Seven years ago my younger brother Tyler got into a motorcycle club outside of Fayetteville. Within eighteen months he was arrested for distribution. He did fourteen months. When he got out, he was a ghost. Wouldn’t talk to our family, wouldn’t answer the phone, moved three times in two years. The last time I saw Tyler was at our father’s funeral in 2021, and the man standing next to him – the one Tyler called his “brother” – was Vincent Briggs.

I didn’t say anything right away. I sat through the whole interview. Doug loved him. Our other committee member, Janet Moss (52F), loved him. Vincent was charming, knew the right answers, smiled at the right times.

When they asked if I had any questions, I said, “Vincent, can you tell us about your time in Fayetteville?”

His face changed.

“I lived there briefly,” he said. “Wasn’t a great chapter.”

“Were you a member of the Iron Saints MC?”

Dead silence.

Doug looked at me like I’d lost my mind.
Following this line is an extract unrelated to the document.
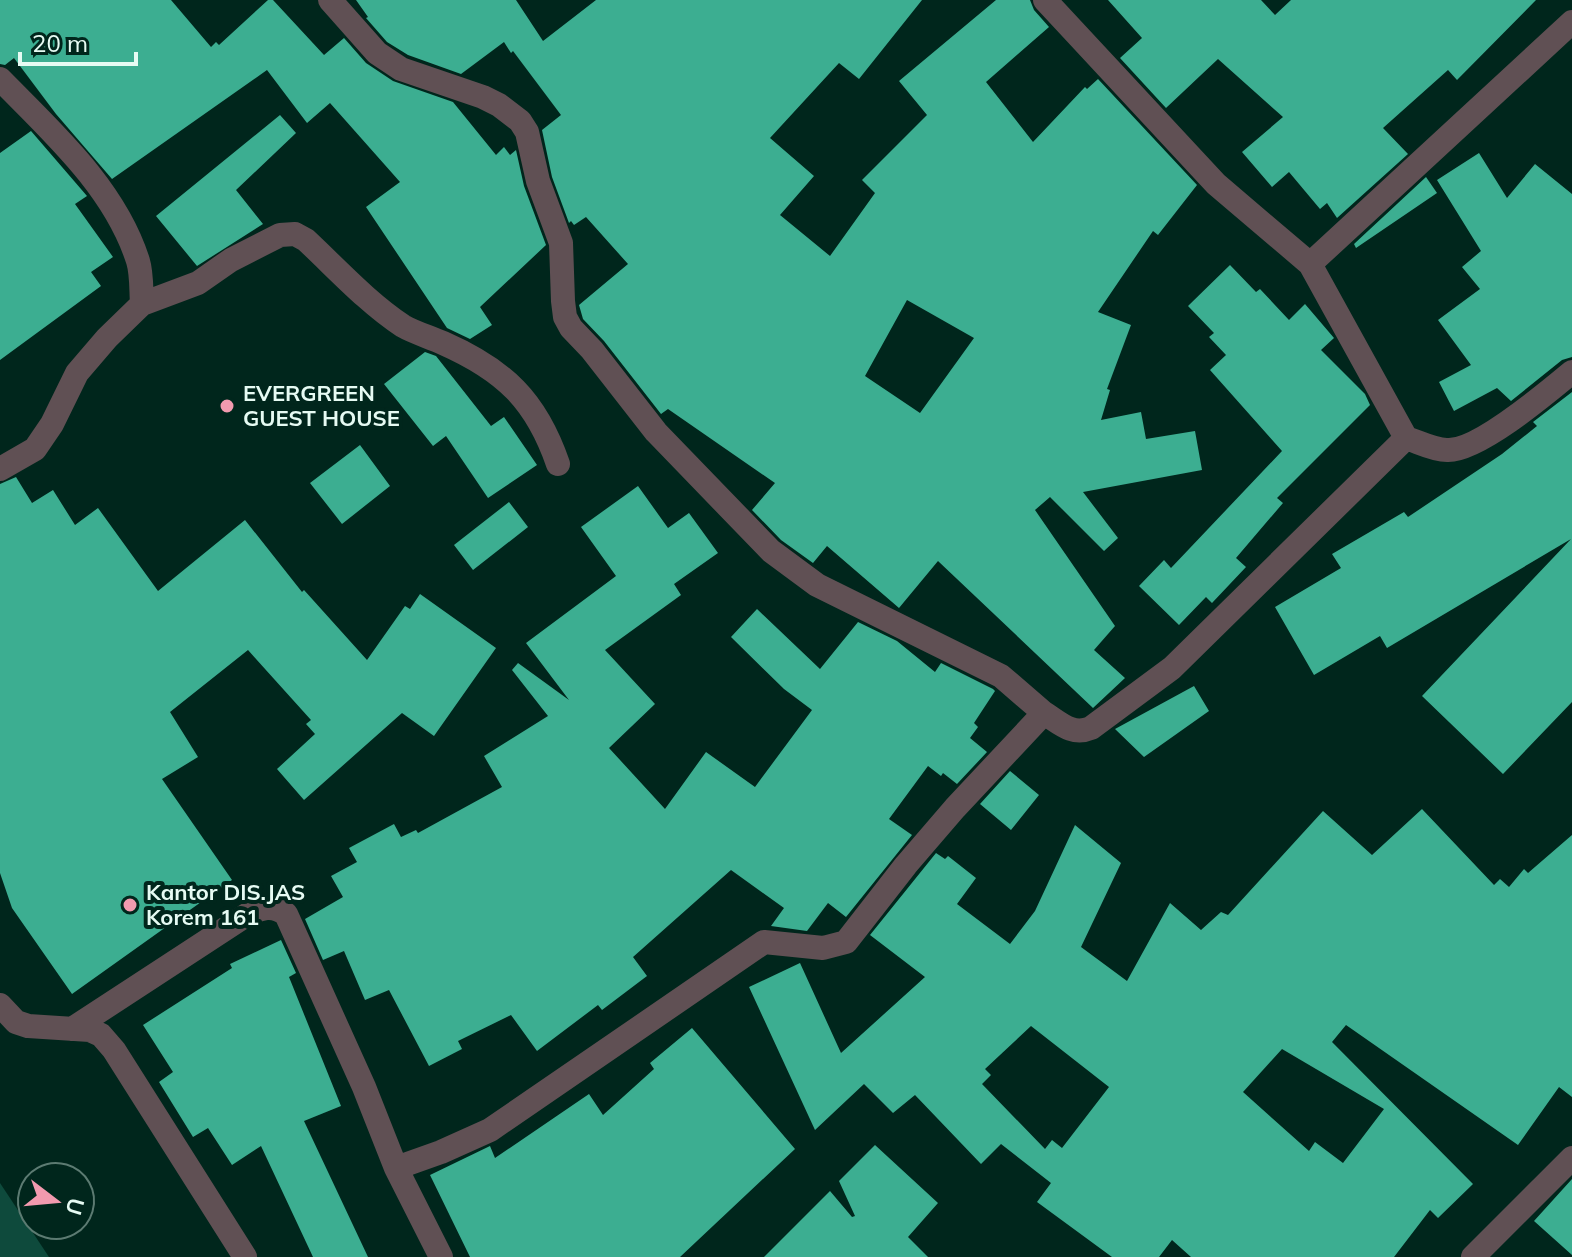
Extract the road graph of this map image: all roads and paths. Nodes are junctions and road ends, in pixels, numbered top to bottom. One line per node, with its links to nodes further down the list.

Janet’s pen stopped moving. Vincent stared at me for a long five seconds and said, “That was a different life. I’m not that person anymore.”

I said we needed to end the interview. Doug pulled me into the hallway and told me I was being completely unprofessional. That the man’s past associations weren’t relevant. That we were desperate for a hire and I was sabotaging it over a personal grudge.

I told Doug what I knew. That the Iron Saints had been investigated by the ATF. That Vincent wasn’t just a member – he was the one who recruited my brother into the life that nearly destroyed him. Doug said that wasn’t our business.

So I called security. I told them the interview was over and to escort Mr. Briggs out of the building.

My friends and family are split. My sister-in-law says I protected those kids. Tyler won’t speak to me – he says Vincent genuinely turned his life around and I had NO RIGHT. Doug filed a formal complaint. Two board members want me removed from the committee permanently. One parent somehow found out and started a petition to support me.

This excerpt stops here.